Upon looking into the top 10 Canadian rock songs of 1979, we focus on a genre of music that shaped the nation’s pop culture going into the 1980s and beyond. The classic rock songs featured in our list come from artists who were either born in Canada or grew up as Canadians. Some of them were able to do more than win over their home nation’s wave of fans. Some were able to win over the hearts of millions as world-class legendary rockers who could easily perform before sold-out crowds in cities such as London, Los Angeles, and New York.
Recognizing 1979 at the Canadian Juno Awards
1979 was a year that witnessed a wider gap develop between the genres of country and rock music. Throughout the 1970s, including 1979, Ann Murray earned a name for herself as the top female vocal artist.
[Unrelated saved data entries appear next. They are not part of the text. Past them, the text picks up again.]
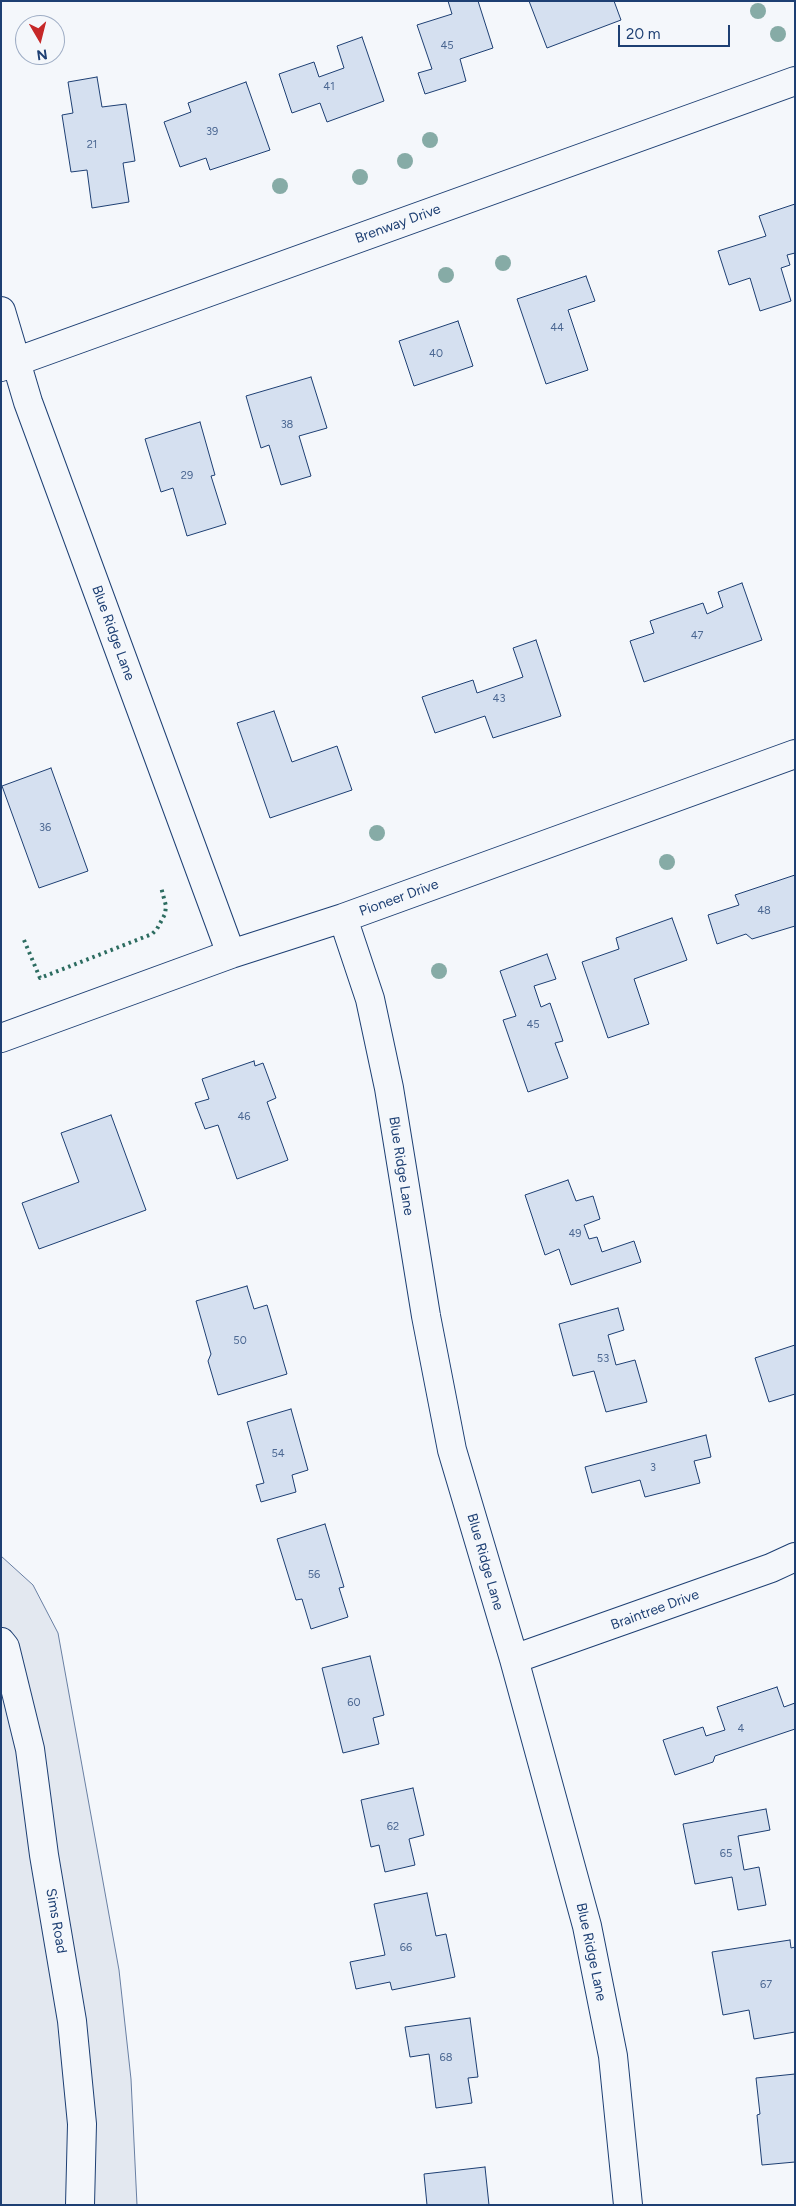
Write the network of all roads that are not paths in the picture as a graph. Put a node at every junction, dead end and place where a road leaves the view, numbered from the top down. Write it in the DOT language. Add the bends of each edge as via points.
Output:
graph roads {
  1 [pos="795,81"];
  2 [pos="1,310"];
  3 [pos="8,364"];
  4 [pos="795,754"];
  5 [pos="344,918"];
  6 [pos="231,954"];
  7 [pos="1,1038"];
  8 [pos="795,1557"];
  9 [pos="1,1642"];
  10 [pos="514,1660"];
  11 [pos="80,2205"];
  12 [pos="628,2205"];
  1 -- 3 [label="street, Brenway Drive"];
  2 -- 3 [label="street, Blue Ridge Lane"];
  3 -- 6 [label="street, Blue Ridge Lane" via="28,402"];
  4 -- 5 [label="street, Pioneer Drive"];
  5 -- 6 [label="street, Pioneer Drive"];
  5 -- 10 [label="street, Blue Ridge Lane" via="370,999 452,1450"];
  6 -- 7 [label="street, Pioneer Drive"];
  8 -- 10 [label="street, Braintree Drive"];
  9 -- 11 [label="street, Sims Road" via="30,1750 72,2021 82,2124"];
  10 -- 12 [label="street, Blue Ridge Lane" via="587,1926 613,2056"];
}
Her music graced virtually every single Canadian chart and was the nation’s biggest star at the time. Now known as the Juno Awards, Music Canada consistently recognized Murray as its Female Vocalist of the Year. However, hot on her heels as nominees in 1979 and 1980 were two other musical legends, Lisa Dal Bello and Joni Mitchell. While neither lady scored a win to dethrone Murray, their musical styles were more rock-oriented than Murray’s. To this day, Ann Murray’s name is world-renowned as one of country music’s brightest stars of all time. While she did indeed experience a series of pop hits worldwide, her style of music appealed more to fans who favored easy-listening music. As far as rock music fans were concerned at the time, Joni Mitchell was their official “it chick.”
The 1980 Juno Awards also recognized Burton Cummings as Male Vocalist of the Year. This is the same man who led The Guess Who to become international rockin’ favorites from 1965 to 1975 before he opted to go solo. 1979 also marked a year Trooper made a grand impression that earned them the win as Group of the Year. This was no easy feat as this legendary group competed against fellow nominees April Wine, Max Webster, Prism, and Rush. Prism’s iconic album, Armageddon, was produced by Bruce Fairbairn and it was he who won Producer of the Year at the Junos. Fairbairn was the same man behind the production work of Bon Jovi’s Slippery When Wet and New Jersey, as well as Aerosmith’s Permanent Vacation, Pump, and Get a Grip. He was also the producer behind The Razors Edge by AC/DC and Balance by Van Halen.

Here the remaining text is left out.